The advertisement of Mór Gannsperger’s ‘Friseur Salon’ (cca. 1880)
The illustrious beauty shop of Mór Gannsperger’s in Pest took seat at 23 Váczi Way (today Bajcsy-Zsilinszky Way). Unlike the utmost swindle like “Samson Elixir” and “Tasso” magnetic hair-mesmerizer, Liszt was a common guest in Gannsperger’s salon and in gratitude that the respectable barber made perfect work every time Liszt participated in the salon‘s advertisements with his name and face.
‘Tasso’ magnetic hair-mezmeriser (cca. 1881)
Huba Flösch’s hair-mezmeriser shows it well that a Hungarian common civil had such an obscure image about the novelty-rated electricity around the end of the 19th-century.

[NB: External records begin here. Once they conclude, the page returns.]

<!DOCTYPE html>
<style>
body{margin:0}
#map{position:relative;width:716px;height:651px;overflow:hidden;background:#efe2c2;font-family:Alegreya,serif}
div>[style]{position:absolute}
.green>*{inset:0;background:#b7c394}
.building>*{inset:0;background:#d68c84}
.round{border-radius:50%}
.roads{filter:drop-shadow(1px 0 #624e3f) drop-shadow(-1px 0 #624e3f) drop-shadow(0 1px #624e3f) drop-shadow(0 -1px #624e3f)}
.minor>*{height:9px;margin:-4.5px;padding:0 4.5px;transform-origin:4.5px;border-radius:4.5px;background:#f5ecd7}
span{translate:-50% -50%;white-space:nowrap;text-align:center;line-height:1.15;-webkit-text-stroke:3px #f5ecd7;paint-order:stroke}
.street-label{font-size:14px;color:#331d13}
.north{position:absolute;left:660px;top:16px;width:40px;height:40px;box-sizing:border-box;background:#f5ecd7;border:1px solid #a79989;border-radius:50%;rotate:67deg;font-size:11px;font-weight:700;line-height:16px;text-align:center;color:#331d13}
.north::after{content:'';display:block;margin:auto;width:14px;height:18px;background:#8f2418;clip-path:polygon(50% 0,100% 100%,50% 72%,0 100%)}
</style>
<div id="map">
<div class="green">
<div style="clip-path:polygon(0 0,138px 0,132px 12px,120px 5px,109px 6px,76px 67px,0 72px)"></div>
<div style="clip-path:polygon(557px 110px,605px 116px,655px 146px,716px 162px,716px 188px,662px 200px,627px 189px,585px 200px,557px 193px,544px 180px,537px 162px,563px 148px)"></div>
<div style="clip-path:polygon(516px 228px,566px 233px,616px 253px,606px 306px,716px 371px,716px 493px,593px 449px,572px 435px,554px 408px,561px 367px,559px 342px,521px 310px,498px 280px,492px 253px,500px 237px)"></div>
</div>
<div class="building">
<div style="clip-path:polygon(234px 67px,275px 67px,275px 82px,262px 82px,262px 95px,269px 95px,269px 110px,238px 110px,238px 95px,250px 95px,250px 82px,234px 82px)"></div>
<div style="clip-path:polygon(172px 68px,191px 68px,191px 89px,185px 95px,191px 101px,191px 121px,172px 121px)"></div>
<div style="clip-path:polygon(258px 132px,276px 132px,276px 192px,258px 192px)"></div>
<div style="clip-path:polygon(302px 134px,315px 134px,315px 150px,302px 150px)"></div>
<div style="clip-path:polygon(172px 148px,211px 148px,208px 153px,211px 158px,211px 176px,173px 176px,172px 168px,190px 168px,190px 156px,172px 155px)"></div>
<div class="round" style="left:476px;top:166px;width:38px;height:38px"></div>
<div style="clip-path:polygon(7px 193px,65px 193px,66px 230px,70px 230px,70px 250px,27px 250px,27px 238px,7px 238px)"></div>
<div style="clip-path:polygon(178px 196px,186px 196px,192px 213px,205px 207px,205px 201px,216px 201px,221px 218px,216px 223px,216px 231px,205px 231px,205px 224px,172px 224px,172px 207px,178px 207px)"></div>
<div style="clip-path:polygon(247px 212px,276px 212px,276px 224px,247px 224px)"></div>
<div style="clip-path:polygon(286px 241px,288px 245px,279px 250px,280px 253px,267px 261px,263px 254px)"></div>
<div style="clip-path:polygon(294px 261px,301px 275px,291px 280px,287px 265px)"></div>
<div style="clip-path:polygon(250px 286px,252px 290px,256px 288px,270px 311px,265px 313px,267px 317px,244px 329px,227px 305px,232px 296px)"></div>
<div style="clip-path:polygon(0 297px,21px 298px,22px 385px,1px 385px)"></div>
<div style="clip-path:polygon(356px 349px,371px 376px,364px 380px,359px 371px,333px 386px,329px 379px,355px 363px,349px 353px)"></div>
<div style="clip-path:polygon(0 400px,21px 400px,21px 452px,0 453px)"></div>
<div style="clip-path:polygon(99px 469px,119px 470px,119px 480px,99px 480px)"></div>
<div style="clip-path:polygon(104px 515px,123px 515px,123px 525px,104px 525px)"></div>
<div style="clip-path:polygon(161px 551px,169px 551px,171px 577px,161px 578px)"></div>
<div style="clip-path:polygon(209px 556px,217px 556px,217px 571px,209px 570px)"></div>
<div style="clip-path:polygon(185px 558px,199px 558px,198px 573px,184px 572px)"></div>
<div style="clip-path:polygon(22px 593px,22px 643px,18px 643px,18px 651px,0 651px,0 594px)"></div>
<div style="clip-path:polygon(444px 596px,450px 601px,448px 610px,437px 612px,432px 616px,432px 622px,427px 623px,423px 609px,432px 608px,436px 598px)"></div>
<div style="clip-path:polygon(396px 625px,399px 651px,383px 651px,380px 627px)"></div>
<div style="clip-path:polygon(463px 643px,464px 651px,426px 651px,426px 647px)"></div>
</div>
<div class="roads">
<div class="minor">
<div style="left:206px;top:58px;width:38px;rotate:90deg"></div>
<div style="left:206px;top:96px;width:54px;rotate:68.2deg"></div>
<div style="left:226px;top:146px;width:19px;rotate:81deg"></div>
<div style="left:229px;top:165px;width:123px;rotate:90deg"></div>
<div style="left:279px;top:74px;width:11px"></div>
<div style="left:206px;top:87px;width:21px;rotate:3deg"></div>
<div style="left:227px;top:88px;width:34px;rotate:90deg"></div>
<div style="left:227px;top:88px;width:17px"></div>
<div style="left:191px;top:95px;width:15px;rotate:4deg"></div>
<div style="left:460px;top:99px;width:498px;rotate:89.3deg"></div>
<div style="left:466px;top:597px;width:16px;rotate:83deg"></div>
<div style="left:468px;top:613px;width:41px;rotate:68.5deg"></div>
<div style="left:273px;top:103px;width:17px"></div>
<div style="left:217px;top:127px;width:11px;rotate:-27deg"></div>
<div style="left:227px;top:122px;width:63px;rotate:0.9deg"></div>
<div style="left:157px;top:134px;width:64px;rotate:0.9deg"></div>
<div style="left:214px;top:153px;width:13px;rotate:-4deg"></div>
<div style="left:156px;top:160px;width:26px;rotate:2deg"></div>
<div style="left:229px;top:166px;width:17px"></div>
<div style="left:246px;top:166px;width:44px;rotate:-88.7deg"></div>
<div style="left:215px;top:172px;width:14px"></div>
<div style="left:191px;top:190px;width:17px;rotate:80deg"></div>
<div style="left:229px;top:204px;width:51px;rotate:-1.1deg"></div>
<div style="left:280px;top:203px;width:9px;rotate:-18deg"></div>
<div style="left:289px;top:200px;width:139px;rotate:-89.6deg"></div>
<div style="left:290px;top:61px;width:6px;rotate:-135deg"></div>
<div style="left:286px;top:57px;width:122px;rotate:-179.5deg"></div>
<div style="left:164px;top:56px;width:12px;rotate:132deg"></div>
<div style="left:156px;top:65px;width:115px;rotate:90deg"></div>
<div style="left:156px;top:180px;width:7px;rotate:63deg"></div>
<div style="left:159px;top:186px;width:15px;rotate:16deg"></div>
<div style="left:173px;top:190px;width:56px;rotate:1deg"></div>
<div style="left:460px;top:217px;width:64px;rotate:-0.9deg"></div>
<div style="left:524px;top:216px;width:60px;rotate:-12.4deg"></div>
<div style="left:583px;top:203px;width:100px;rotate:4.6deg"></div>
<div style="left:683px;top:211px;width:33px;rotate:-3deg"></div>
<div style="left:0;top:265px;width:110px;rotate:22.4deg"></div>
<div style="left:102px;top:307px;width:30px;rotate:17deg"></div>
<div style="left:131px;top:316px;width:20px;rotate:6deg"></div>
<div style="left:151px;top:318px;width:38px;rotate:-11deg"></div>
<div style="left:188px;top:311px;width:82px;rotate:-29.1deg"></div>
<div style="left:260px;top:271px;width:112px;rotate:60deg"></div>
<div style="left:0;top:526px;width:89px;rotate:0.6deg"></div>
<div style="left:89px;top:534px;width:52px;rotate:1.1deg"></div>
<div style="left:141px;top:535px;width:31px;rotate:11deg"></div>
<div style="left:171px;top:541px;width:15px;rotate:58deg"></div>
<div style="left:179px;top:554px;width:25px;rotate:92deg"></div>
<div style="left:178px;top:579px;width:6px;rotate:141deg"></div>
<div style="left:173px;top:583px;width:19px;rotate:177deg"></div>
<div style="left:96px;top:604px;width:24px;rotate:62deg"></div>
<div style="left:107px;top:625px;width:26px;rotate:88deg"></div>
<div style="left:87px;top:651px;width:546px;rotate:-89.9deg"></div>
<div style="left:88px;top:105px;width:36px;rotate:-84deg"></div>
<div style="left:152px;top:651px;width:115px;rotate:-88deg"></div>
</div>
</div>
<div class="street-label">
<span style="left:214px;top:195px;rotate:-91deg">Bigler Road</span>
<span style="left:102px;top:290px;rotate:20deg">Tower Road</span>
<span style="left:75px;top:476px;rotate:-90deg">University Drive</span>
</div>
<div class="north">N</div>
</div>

The directions for use to ‘Tasso’ magnetic hair-mezmeriser wrote about the machine’s working principle:
‘The “Tasso” magnetic hair-mezmeriser while rotating the handle it retrieves the electricity circling invisibly in the stratosphere and the especial spiral-fabrication construction nearing to the hair nourishes it through. Change the spiral to an especial spool! You can nourish your scalp immediate just like watering plants’ root!’
Huba Flösch advertised his machine as Nikola Tesla’s patent that according to his advertisements Franz Liszt would use with predilection. However, none of these words was true. It was really bothering Liszt that his name was abused constantly and as the old tag has it Liszt invited over the young Tesla, who in those days (1881) made a stay in Hungary. Tesla then was a less known engineer working at the telephone exchange in Budapest. When Liszt fronted Tesla with the hair-mezmeriser Tesla was screamed with laughter. This episode ended with a brief but respectful friendship among them, and with Tesla’s and Liszt’s intervention Huba Flösch was forced to withdraw the hair-mezmeriser.
The ‘Liszt-boys’ – from Pesti Múzsa, 21 April, 1875.
The contemporary press reported an interesting fashion phenomenon. At these days Liszt’s popularity reached its peak in Hungary. So much so that the elderly artist did not lose his charm in the circles of ladies in Budapest. More and more young man idealized the master’s look and because of the thing that Liszt got grey strongly they not just grew their hair, but dyed it grey also for the sake of the similarity. In the journalist language the followers of this fashion-craze were called ‘Liszt-boys’.
The so fruitful and legendary friendship of Franz Liszt and Richard Wagner was staggered by the marriage of Liszt’s daughter Cosima and Wagner. At these days arose the letter from Wagner to Hans von Bülow written in a somewhat saucy manner about one of Liszt’s most suggestive stage-look element: his cultic hairdo.
‘The other day Liszt got on stage in Weimar again. I do not deny it made me wondering so I cloaked myself to go to his concert. It was sad to hear that Franz’s technique staled, his music is muddled and the pristine glory almost vanished. And that mannerism! In contempt of my benevolence nausea took me as I contemplated his Saint Vitus Dance. He tumbled his grizzled hair like a splurging pubescent! All the women in the rows of the audience, younger and elder equally shook like a legion of freezing chicks. I was in the mood to run for a scissor, razor, let me see how the many bosoms will enthuse if not Liszt’s locks are in the centre of their attention, but that pathological way of piano playing.’